CI Fix pandas copy-on-write issues in scipy-dev #28348

lesteve · 2024-02-02T05:31:20Z

It seems the 2 remaining errors are due to a change in pandas dev that makes np.asarray(dataframe) read-only:

This passes in pandas 2.2 and fails on pandas dev:

import pandas as pd
df = pd.DataFrame({'col': [1, 2, 3]})

from sklearn.utils import check_array
assert check_array(df).flags.writeable

They are actually related to copy-on-write in pandas dev that started to be enabled by default recently in pandas-dev/pandas#56633.

The reason it was not caught in common tests seems to be #26272. It is not clear whether estimator_checks is non-test code:

it is non-test code if you are a 3rd party library that uses check_estimator
it is test code if you are a scikit-learn developer running the common tests

By the way these two remaining errors were exactly the same ones as noted some time ago in #27879 (comment).

github-actions · 2024-02-02T05:32:59Z

✔️ Linting Passed

All linting checks passed. Your pull request is in excellent shape! ☀️

_{Generated for commit: 4ab3f24. Link to the linter CI: here}

This has been added in 3.9.17

adrinjalali

Would really rather have at least the ignore ones in setup.cfg since I rung tests with -Werror::DeprecationWarning -Werror:FutureWarning. But I guess I'm losing this one.

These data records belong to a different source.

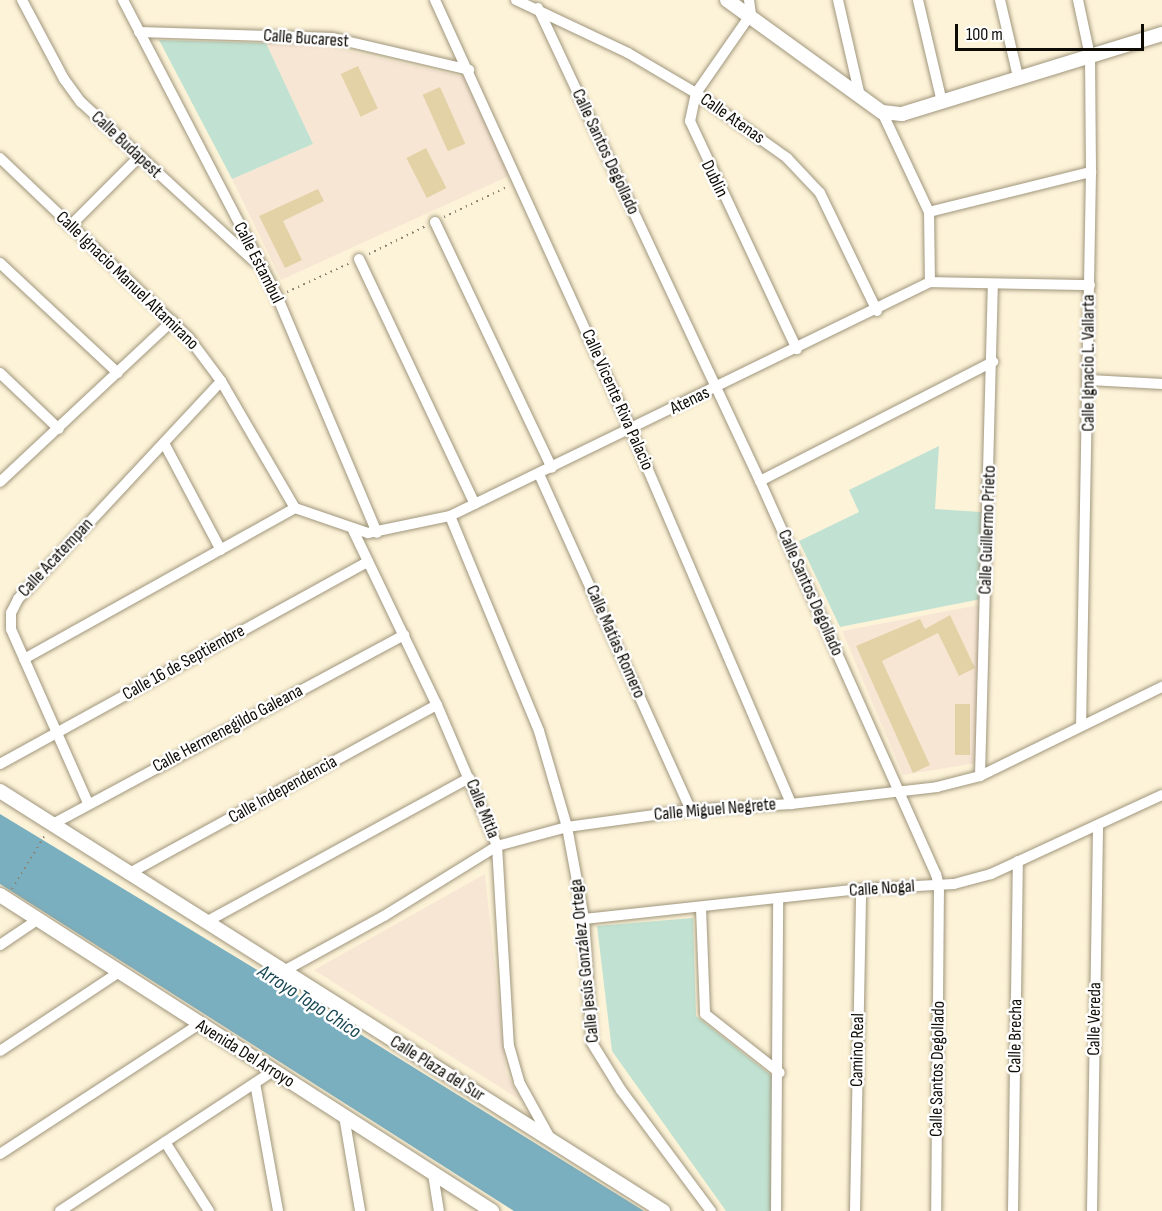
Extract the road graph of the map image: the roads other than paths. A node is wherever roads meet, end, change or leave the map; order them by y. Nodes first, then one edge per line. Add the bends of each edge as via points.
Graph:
1 (22, 0) edge
2 (123, 0) edge
3 (435, 0) edge
4 (516, 0) edge
5 (727, 0) edge
6 (838, 0) edge
7 (918, 0) edge
8 (1000, 0) edge
9 (1078, 0) edge
10 (750, 7) edge
11 (538, 8) junction
12 (139, 32) junction
13 (1162, 34) edge
14 (1090, 56) junction
15 (469, 70) junction
16 (1018, 77) junction
17 (696, 93) junction
18 (860, 96) junction
19 (942, 102) junction
20 (882, 112) junction
21 (0, 158) edge
22 (138, 158) junction
23 (1091, 172) junction
24 (929, 212) junction
25 (435, 222) road end
26 (70, 226) junction
27 (359, 259) road end
28 (0, 263) edge
29 (260, 266) junction
30 (930, 282) junction
31 (993, 284) junction
32 (1090, 285) junction
33 (877, 311) junction
34 (172, 321) junction
35 (796, 349) junction
36 (993, 362) junction
37 (0, 373) edge
38 (118, 373) junction
39 (1090, 380) junction
40 (221, 381) junction
41 (1162, 384) edge
42 (715, 390) junction
43 (59, 429) junction
44 (631, 430) junction
45 (164, 443) junction
46 (552, 468) junction
47 (539, 474) junction
48 (760, 481) junction
49 (0, 482) edge
50 (475, 504) junction
51 (295, 508) junction
52 (450, 516) junction
53 (353, 530) junction
54 (377, 532) junction
55 (221, 550) junction
56 (368, 562) junction
57 (404, 635) junction
58 (24, 659) junction
59 (1162, 687) edge
60 (436, 705) junction
61 (1081, 726) junction
62 (55, 733) junction
63 (0, 764) edge
64 (980, 776) junction
65 (469, 778) junction
66 (0, 791) edge
67 (897, 792) junction
68 (1162, 795) edge
69 (88, 803) junction
70 (791, 804) junction
71 (691, 810) junction
72 (1098, 826) junction
73 (567, 827) junction
74 (50, 829) junction
75 (497, 846) junction
76 (1018, 861) junction
77 (128, 874) junction
78 (939, 886) junction
79 (861, 889) junction
80 (0, 895) edge
81 (778, 899) junction
82 (701, 908) junction
83 (584, 919) junction
84 (37, 920) junction
85 (206, 922) junction
86 (0, 945) edge
87 (282, 972) junction
88 (118, 973) junction
89 (198, 1025) junction
90 (0, 1050) edge
91 (272, 1072) junction
92 (780, 1073) junction
93 (255, 1083) junction
94 (344, 1116) junction
95 (551, 1140) junction
96 (165, 1142) junction
97 (0, 1154) edge
98 (433, 1174) junction
99 (60, 1211) edge
100 (209, 1211) edge
101 (278, 1211) edge
102 (360, 1211) edge
103 (439, 1211) edge
104 (492, 1211) edge
105 (663, 1211) edge
106 (711, 1211) edge
107 (776, 1211) edge
108 (855, 1211) edge
109 (936, 1211) edge
110 (1013, 1211) edge
111 (1092, 1211) edge

1 - 22 street, Calle Budapest via 72,92
2 - 12 street, Calle Estambul
3 - 15 street, Calle Vicente Riva Palacio
4 - 11 street, Calle Atenas
5 - 10 street
6 - 18 street
7 - 19 street
8 - 16 street
9 - 14 street, Calle Ignacio L. Vallarta
10 - 17 street, Dublin
10 - 18 street
11 - 17 street, Calle Atenas via 628,53
11 - 42 street, Calle Santos Degollado
12 - 15 street, Calle Bucarest via 333,38
12 - 29 street, Calle Estambul
13 - 14 street
14 - 16 street
14 - 23 street, Calle Ignacio L. Vallarta
15 - 44 street, Calle Vicente Riva Palacio
16 - 19 street
17 - 33 street, Calle Atenas via 787,158 813,182
17 - 35 street, Dublin via 690,121 694,138
18 - 20 street
19 - 20 street via 902,114
20 - 24 street
21 - 26 street, Calle Ignacio Manuel Altamirano
22 - 26 street
22 - 29 street, Calle Budapest
23 - 24 street
23 - 32 street, Calle Ignacio L. Vallarta
24 - 30 street
25 - 46 street
26 - 34 street, Calle Ignacio Manuel Altamirano
27 - 50 street
28 - 38 street
29 - 54 street, Calle Estambul via 277,296
30 - 31 street
30 - 33 street, Atenas
31 - 32 street
31 - 36 street, Calle Guillermo Prieto
32 - 39 street, Calle Ignacio L. Vallarta
33 - 35 street, Atenas
34 - 38 street
34 - 40 street, Calle Ignacio Manuel Altamirano
35 - 42 street, Atenas
36 - 48 street
36 - 64 street, Calle Guillermo Prieto
37 - 43 street
38 - 43 street
39 - 41 street
39 - 61 street, Calle Ignacio L. Vallarta
40 - 45 street, Calle Acatempan
40 - 51 street, Calle Ignacio Manuel Altamirano
42 - 44 street, Atenas
42 - 48 street, Calle Santos Degollado
43 - 49 street
44 - 46 street, Atenas
44 - 70 street, Calle Vicente Riva Palacio
45 - 55 street
45 - 58 street, Calle Acatempan via 18,599 10,620
46 - 47 street, Atenas
47 - 50 street, Atenas
47 - 71 street, Calle Matías Romero
48 - 67 street, Calle Santos Degollado
50 - 52 street, Atenas
51 - 53 street, Atenas
51 - 55 street
52 - 54 street, Atenas
52 - 73 street, Calle Jesús González Ortega via 539,731
53 - 54 street, Atenas
53 - 56 street, Calle Mitla
55 - 58 street
56 - 57 street, Calle Mitla
56 - 62 street, Calle 16 de Septiembre
57 - 60 street, Calle Mitla
57 - 69 street, Calle Hermenegildo Galeana
58 - 62 street, Calle Acatempan
59 - 61 street, Calle Miguel Negrete
60 - 65 street, Calle Mitla
60 - 77 street, Calle Independencia
61 - 64 street, Calle Miguel Negrete
62 - 63 street, Calle 16 de Septiembre
62 - 69 street, Calle Acatempan
64 - 67 street, Calle Miguel Negrete
65 - 75 street, Calle Mitla
65 - 85 street
66 - 74 street, Calle Plaza del Sur
67 - 70 street, Calle Miguel Negrete
67 - 78 street, Calle Santos Degollado
68 - 72 street, Calle Nogal
69 - 74 street, Calle Hermenegildo Galeana
70 - 71 street, Calle Miguel Negrete
71 - 73 street, Calle Miguel Negrete
72 - 76 street, Calle Nogal
72 - 111 street, Calle Vereda
73 - 75 street, Calle Miguel Negrete
73 - 83 street, Calle Jesús González Ortega
74 - 77 street, Calle Plaza del Sur
75 - 87 street, Calle Miguel Negrete via 384,916
75 - 95 street, Calle Mitla via 509,1046 519,1082
76 - 78 street, Calle Nogal via 973,880
76 - 110 street, Calle Brecha
77 - 85 street, Calle Plaza del Sur
78 - 79 street, Calle Nogal
78 - 109 street, Calle Santos Degollado
79 - 81 street, Calle Nogal
79 - 108 street, Camino Real
80 - 84 street, Avenida Del Arroyo
81 - 82 street, Calle Nogal
81 - 92 street
82 - 83 street, Calle Nogal
82 - 92 street via 705,1014
83 - 106 street, Calle Jesús González Ortega via 595,1050
84 - 86 street
84 - 88 street, Avenida Del Arroyo
85 - 87 street, Calle Plaza del Sur
87 - 95 street, Calle Plaza del Sur
88 - 89 street, Avenida Del Arroyo
88 - 90 street
89 - 91 street, Avenida Del Arroyo
89 - 97 street
91 - 93 street
91 - 94 street, Avenida Del Arroyo
92 - 107 street
93 - 96 street
93 - 101 street
94 - 98 street, Avenida Del Arroyo
94 - 102 street
95 - 105 street, Calle Plaza del Sur
96 - 99 street
96 - 100 street
98 - 103 street
98 - 104 street, Avenida Del Arroyo

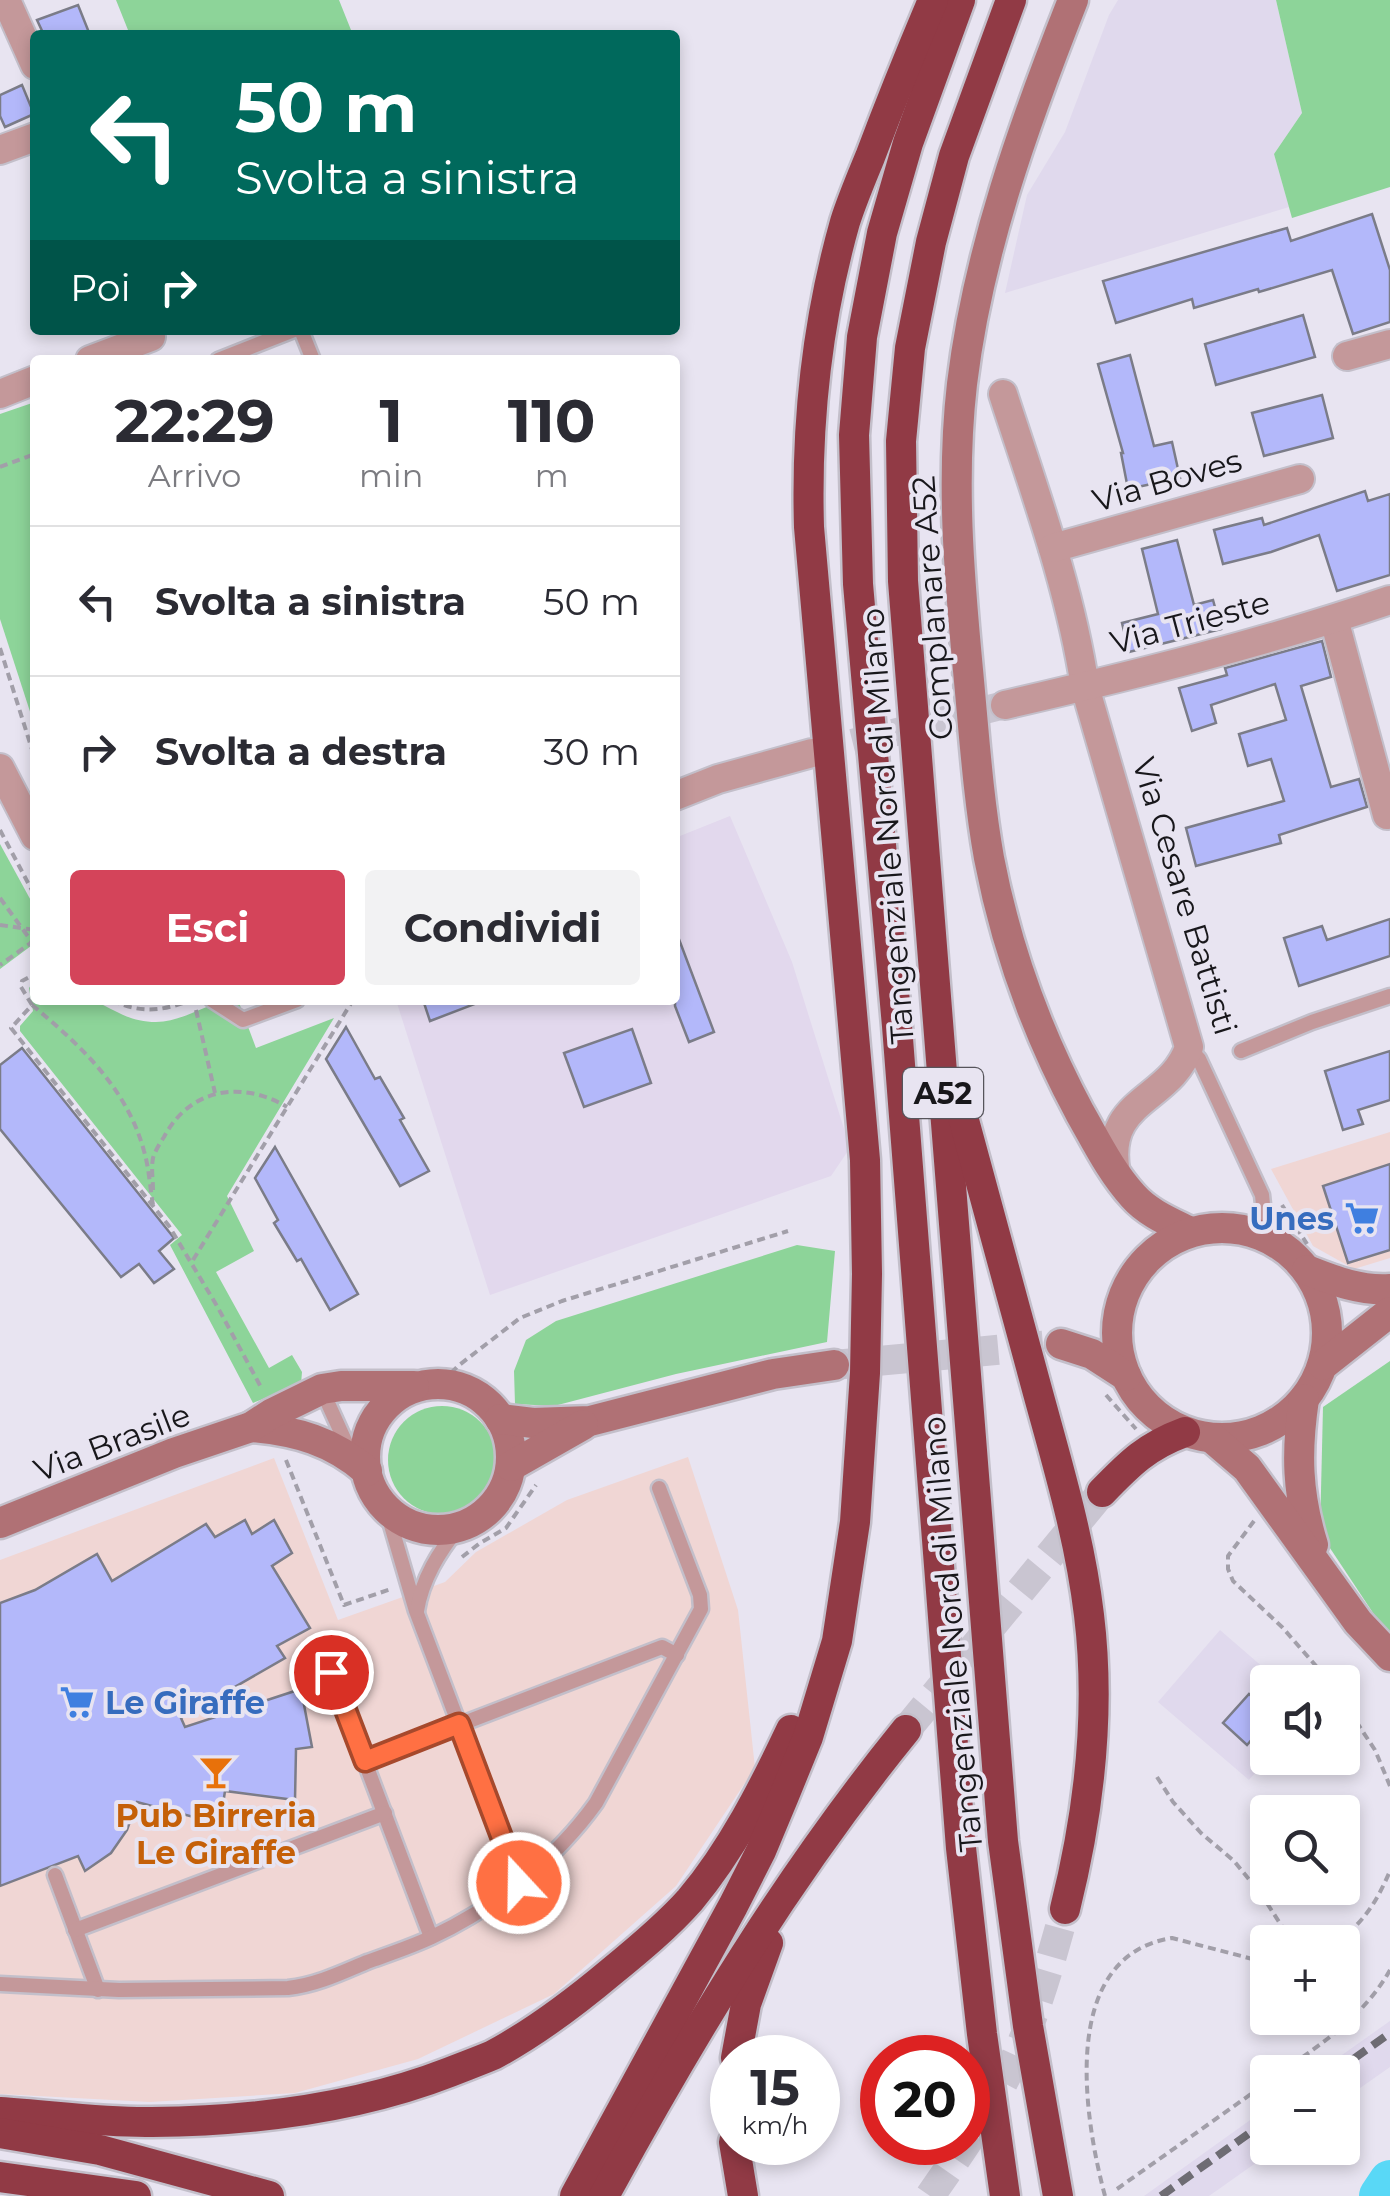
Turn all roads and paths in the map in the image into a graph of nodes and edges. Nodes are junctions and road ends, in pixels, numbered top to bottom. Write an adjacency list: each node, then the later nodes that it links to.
1 (6, 0): 6 (street)
2 (933, 0): 92 (highway, A52)
3 (960, 0): 132 (highway, Tangenziale Nord di Milano / A52)
4 (1011, 0): 53 (highway, Tangenziale Nord di Milano / A52)
5 (1073, 0): 58 (street, Complanare A52)
6 (30, 54)
7 (30, 139): 8 (street)
8 (0, 150)
9 (285, 335): 13 (lane)
10 (154, 342): 12 (street)
11 (1390, 344): 14 (street)
12 (108, 355)
13 (231, 355)
14 (1347, 356)
15 (30, 382): 16 (street)
16 (0, 394)
17 (1003, 394): 21 (street, Via Cesare Battisti)
18 (30, 456): 19 (path)
19 (0, 468)
20 (1300, 479): 21 (street, Via Boves)
21 (1052, 548): 25 (street, Via Cesare Battisti)
22 (1390, 600): 23 (street, Via Trieste)
23 (1334, 619): 25 (street, Via Trieste); 31 (street)
24 (0, 648): 27 (path)
25 (1085, 687): 26 (street, Via Trieste); 54 (street, Via Cesare Battisti)
26 (1006, 705)
27 (30, 743)
28 (812, 753): 30 (street)
29 (0, 768): 32 (street)
30 (680, 794)
31 (1387, 815)
32 (30, 826)
33 (0, 830): 34 (path)
34 (30, 887)
35 (0, 898): 37 (path)
36 (0, 925): 37 (path)
37 (22, 928): 38 (path); 39 (path)
38 (30, 929)
39 (30, 939)
40 (30, 943): 41 (path)
41 (0, 965)
42 (30, 977): 44 (path)
43 (1390, 996): 55 (lane)
44 (30, 1001)
45 (31, 1005): 59 (path)
46 (33, 1005): 59 (path)
47 (124, 1005): 48 (path)
48 (178, 1005)
49 (194, 1005): 56 (path)
50 (220, 1005): 51 (lane)
51 (283, 1005)
52 (350, 1005): 57 (path)
53 (937, 1019): 110 (highway); 133 (highway, Tangenziale Nord di Milano / A52)
54 (1189, 1047): 58 (street); 62 (lane, Via Cesare Battisti)
55 (1241, 1051)
56 (215, 1094): 57 (path); 59 (path)
57 (288, 1108): 63 (path)
58 (1124, 1184): 61 (street, Complanare A52); 64 (street, Complanare A52)
59 (153, 1205): 63 (path)
60 (788, 1231): 72 (path)
61 (1190, 1232): 62 (street); 64 (street)
62 (1258, 1234): 65 (street)
63 (192, 1262): 78 (path)
64 (1140, 1267): 67 (street)
65 (1308, 1270): 66 (street); 70 (street)
66 (1390, 1290)
67 (1120, 1310): 71 (street); 71 (street)
68 (1390, 1312): 70 (street)
69 (834, 1365): 77 (street)
70 (1323, 1365): 75 (street)
71 (1126, 1376): 79 (street)
72 (434, 1386): 74 (street, Via Brasile); 76 (street); 81 (street)
73 (1096, 1387): 80 (path)
74 (322, 1389): 78 (street, Via Brasile); 81 (lane)
75 (1304, 1399): 79 (street); 90 (street)
76 (500, 1419): 77 (street); 82 (street)
77 (590, 1421): 82 (street)
78 (270, 1429): 81 (street); 88 (street, Via Brasile); 93 (path)
79 (1199, 1435): 80 (highway); 87 (street)
80 (1152, 1447): 85 (highway)
81 (360, 1466): 86 (street)
82 (511, 1466): 89 (street)
83 (546, 1476): 91 (path)
84 (659, 1488): 95 (lane)
85 (1102, 1492)
86 (386, 1508): 89 (street); 93 (lane)
87 (1272, 1518): 90 (street); 97 (path)
88 (0, 1523)
89 (460, 1528): 91 (lane)
90 (1321, 1571): 96 (street)
91 (428, 1576): 94 (lane)
92 (846, 1582): 122 (highway); 129 (highway)
93 (407, 1584): 94 (lane)
94 (416, 1611): 99 (lane)
95 (677, 1655): 99 (lane); 109 (lane)
96 (1390, 1656)
97 (1315, 1665)
98 (331, 1672): 102 (lane)
99 (459, 1724): 102 (lane); 109 (lane)
100 (1360, 1727): 104 (path)
101 (906, 1730): 106 (highway)
102 (365, 1761): 105 (lane)
103 (1156, 1777): 111 (path)
104 (1390, 1786)
105 (385, 1813): 113 (lane); 114 (lane)
106 (808, 1864): 119 (highway); 130 (highway)
107 (1390, 1871): 112 (path)
108 (55, 1875): 113 (lane)
109 (519, 1883): 114 (lane)
110 (1066, 1909)
111 (1281, 1925)
112 (1359, 1925)
113 (76, 1930): 118 (lane)
114 (432, 1937): 118 (lane)
115 (1250, 1958): 134 (path)
116 (1390, 1970): 120 (path)
117 (0, 1984): 118 (lane)
118 (98, 1990)
119 (740, 2035)
120 (1306, 2055)
121 (1250, 2095): 126 (path)
122 (0, 2112)
123 (0, 2134): 128 (highway)
124 (738, 2165): 131 (highway)
125 (0, 2176): 127 (highway)
126 (1117, 2189)
127 (136, 2196)
128 (269, 2196)
129 (576, 2196)
130 (604, 2196)
131 (743, 2196)
132 (1006, 2196)
133 (1058, 2196)
134 (1105, 2196)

lesteve · 2024-02-02T19:06:28Z

But I guess I'm losing this one.

I need to test a few things, but there is probably a way to put all the warnings definition in sklearn/conftest.py and either do something like SKLEARN_CHECK_WARNINGS=true pytest or maybe something like pytest --check-warnings. Not sure that would make you perfectly happy, but that would at least make it easier to run locally with the same "warnings as errors" settings as in the CI.

ogrisel

I think we should allow inplace modification of the input dataframe in either case, see the motivation below:

ogrisel · 2024-02-02T19:50:58Z

sklearn/utils/validation.py

+    # pandas dataframe or series, see
+    # https://pandas.pydata.org/docs/dev/user_guide/copy_on_write.html#read-only-numpy-arrays
+    # for more details about pandas copy-on-write
+    if _is_pandas_df_or_series(array_orig) and copy:


Suggested change

if _is_pandas_df_or_series(array_orig) and copy:

if _is_pandas_df_or_series(array_orig):

If the user has set copy=False explicitly in the estimator, we also have his/her permission to write to the original dataframe as well via the numpy view.

…ray is dense array

lesteve · 2024-02-05T07:23:16Z

CI is green, but filter argument to tarfile.TarFile.extractall has been added in 3.9.17 see https://docs.python.org/3.9/library/tarfile.html#tarfile.TarFile.extractall. I guess we need a fixes for this since we support Python 3.9 so we can not make assumptions about x in 3.9.x.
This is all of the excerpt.